The CBO and Large Group Premiums
Lower premiums, per person, frequently mean higher premiums paid by families. This counter-intuitive fact leads commentators like Ezra Klein to a common misinterpretation of the CBO scoring of the Senate healthcare proposal:
When the Congressional Budget Office looked at this question (pdf), they found that for Americans in the large-group market (134 million of us), premiums would go down by 1 to 3 percent.
That is not a fair description of what they found. The CBO found that the premiums, per member, would go down. They did not find that the premium rates people pay will go down. There is a large and substantive difference between the two. The primary reason for the CBO finding is higher enrollment rates as employees and their dependents attempt to avoid mandates and the Exchanges. Both of those actions, however, are likely to increase premium *rates* and the cost of health insurance for families, a point that is conveniently overlooked. Here’s how this happens.
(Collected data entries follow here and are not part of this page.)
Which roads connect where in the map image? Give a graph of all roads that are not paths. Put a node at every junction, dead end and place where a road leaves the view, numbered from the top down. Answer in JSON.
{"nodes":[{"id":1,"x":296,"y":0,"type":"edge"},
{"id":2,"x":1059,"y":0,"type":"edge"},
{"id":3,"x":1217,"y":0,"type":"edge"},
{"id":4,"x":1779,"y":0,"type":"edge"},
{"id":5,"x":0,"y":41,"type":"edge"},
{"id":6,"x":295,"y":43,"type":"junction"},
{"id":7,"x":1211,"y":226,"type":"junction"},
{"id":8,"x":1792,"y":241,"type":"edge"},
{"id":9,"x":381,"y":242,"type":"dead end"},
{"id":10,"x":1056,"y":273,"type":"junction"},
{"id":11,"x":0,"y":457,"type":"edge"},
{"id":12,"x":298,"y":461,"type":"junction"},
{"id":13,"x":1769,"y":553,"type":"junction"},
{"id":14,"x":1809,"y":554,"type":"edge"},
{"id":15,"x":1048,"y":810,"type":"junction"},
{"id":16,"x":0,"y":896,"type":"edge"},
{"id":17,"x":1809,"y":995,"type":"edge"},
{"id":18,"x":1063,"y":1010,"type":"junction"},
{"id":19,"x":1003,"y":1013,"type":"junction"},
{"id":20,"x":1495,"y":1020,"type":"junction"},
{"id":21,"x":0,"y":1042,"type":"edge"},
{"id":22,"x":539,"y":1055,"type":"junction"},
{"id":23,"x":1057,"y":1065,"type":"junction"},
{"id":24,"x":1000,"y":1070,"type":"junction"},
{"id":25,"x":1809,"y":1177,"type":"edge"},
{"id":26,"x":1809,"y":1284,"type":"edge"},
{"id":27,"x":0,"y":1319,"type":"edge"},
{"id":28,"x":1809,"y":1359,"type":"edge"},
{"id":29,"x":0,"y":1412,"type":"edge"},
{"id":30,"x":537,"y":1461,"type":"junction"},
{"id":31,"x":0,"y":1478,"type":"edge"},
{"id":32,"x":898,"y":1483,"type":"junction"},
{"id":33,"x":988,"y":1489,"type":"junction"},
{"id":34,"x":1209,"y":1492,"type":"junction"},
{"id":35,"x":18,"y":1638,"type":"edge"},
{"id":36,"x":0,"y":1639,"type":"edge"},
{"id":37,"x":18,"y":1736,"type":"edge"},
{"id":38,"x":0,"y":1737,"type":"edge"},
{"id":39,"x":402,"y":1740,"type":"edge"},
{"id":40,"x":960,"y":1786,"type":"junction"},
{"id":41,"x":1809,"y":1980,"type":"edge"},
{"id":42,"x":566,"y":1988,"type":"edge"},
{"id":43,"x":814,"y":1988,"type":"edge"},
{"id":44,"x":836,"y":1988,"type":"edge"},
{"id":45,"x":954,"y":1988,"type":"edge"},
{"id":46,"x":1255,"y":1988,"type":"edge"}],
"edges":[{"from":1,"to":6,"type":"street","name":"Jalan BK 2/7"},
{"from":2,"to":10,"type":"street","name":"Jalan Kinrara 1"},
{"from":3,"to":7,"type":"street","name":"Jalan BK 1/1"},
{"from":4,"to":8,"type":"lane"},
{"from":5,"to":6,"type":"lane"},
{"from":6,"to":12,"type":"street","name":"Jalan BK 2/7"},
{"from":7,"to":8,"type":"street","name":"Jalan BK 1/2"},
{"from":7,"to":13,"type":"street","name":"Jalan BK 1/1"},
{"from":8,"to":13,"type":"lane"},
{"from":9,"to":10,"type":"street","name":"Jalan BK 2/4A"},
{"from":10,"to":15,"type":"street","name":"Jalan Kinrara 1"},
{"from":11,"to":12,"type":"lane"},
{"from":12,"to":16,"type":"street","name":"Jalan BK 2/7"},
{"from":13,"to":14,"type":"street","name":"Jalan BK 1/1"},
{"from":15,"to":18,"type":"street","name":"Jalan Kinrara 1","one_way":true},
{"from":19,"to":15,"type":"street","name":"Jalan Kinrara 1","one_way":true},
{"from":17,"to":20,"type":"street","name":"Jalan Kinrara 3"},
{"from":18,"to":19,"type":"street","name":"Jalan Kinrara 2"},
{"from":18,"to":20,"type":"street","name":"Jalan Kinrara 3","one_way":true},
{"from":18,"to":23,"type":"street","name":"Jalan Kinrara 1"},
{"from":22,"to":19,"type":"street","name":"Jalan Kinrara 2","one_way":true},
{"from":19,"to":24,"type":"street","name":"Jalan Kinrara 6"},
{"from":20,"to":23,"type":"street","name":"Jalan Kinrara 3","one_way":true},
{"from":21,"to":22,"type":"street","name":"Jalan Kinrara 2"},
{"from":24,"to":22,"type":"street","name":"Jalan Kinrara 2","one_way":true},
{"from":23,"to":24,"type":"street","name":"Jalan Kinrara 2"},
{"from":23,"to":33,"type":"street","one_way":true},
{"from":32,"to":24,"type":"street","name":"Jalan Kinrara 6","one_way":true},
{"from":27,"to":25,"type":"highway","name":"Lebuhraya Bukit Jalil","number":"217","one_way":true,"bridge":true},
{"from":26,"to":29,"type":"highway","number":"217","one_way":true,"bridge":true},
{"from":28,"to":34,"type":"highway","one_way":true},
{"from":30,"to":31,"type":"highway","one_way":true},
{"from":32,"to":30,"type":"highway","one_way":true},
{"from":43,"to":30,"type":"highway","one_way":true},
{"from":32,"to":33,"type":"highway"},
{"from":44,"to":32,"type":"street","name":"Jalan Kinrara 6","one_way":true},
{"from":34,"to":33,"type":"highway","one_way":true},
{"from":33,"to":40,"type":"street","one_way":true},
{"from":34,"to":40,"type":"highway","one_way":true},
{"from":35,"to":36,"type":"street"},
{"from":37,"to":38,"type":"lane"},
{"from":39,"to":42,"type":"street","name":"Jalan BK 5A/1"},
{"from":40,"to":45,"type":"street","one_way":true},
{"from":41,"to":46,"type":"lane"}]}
Scenario 1: A young employee, currently uninsured, buys from his company because of healthcare reform. Assume that average premiums, per person, drop from $300 to $295 for the company (like the CBO finding). The company’s overall healthcare burden, however, has increased because they are now paying for an additional person. Therefore, if the company keeps its total contributions the same, there is less money per employee, meaning that the amounts paid by workers has to increase to compensate. Only if the company increases its total contribution by more than the increased cost of the additional insureds will each family’s burden decrease. But then, of course, the company is paying disproportionately more in health benefits, putting downward pressure on wages. The CBO models and commentary quit at the per person per month costs within each segment, and don’t tell us how companies are expected to adjust their contributions in response. But either way, families that currently purchase insurance are clearly squeezed when you work through the ramifications.
Scenario 2: The spouse of a worker signs up for the plan to avoid the mandate. The number of enrollees per employee clearly goes up in this scenario. Therefore, even though the per person cost is lower, the per employee costs goes up. The resulting increase in paid costs per worker is now an obvious and inescapable conclusion. Will the employer pass this higher cost per worker on in terms of reduced wages or higher required healthcare premium contributions? Either way the families that are currently insured will be hurt.
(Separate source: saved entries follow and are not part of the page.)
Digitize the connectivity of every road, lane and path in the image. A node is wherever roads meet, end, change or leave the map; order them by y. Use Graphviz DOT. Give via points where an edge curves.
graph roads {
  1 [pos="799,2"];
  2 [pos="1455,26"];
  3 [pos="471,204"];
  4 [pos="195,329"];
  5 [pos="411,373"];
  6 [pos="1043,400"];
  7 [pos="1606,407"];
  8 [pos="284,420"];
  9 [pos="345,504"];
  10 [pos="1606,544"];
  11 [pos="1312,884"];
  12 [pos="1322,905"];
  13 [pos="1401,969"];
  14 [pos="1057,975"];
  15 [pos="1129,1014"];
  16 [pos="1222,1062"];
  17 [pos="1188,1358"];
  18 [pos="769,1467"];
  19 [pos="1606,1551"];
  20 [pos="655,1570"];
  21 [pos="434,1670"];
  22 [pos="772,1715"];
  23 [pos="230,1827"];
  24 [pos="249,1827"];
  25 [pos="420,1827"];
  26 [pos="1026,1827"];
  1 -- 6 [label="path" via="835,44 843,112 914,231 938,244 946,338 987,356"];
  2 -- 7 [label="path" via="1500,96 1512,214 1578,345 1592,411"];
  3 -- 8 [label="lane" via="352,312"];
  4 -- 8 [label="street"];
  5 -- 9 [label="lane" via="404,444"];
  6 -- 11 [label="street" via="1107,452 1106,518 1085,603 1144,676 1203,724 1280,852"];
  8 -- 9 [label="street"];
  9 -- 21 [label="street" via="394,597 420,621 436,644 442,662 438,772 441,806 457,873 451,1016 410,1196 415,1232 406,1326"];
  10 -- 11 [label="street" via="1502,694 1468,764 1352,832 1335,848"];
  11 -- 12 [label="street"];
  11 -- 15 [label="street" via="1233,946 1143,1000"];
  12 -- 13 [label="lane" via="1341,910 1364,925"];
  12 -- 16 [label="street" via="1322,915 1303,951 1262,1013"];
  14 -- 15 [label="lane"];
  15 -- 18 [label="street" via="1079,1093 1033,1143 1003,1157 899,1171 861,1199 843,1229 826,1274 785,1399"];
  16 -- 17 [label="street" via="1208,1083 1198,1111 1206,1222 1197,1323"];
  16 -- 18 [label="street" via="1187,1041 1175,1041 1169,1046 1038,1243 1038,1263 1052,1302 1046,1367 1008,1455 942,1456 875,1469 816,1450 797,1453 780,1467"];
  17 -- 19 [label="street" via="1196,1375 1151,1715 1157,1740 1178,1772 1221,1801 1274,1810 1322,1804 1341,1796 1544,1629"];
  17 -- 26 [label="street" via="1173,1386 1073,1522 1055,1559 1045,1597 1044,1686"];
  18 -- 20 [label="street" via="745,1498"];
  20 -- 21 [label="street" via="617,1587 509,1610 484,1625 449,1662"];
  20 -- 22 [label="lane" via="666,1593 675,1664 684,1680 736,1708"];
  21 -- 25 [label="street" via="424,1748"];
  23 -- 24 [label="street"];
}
The core logical problem is that the CBO is reporting average premiums per person. But no one actually pays health insurance on that basis. Premiums are paid on a per contract basis (per employee in the group market). The amount you are charged, a premium “rate”, is determined based on the type of contract you have, and after the employer determines an amount they will contribute toward that rate. Higher or lower per person per month costs influence this amount, but you aren’t done with the calculation at that point. You still need to calculate premium *rates*, after employer contributions, to determine the impact on actual people. And, as noted in this post, the rates can move counterintuitively relative to the premiums per person.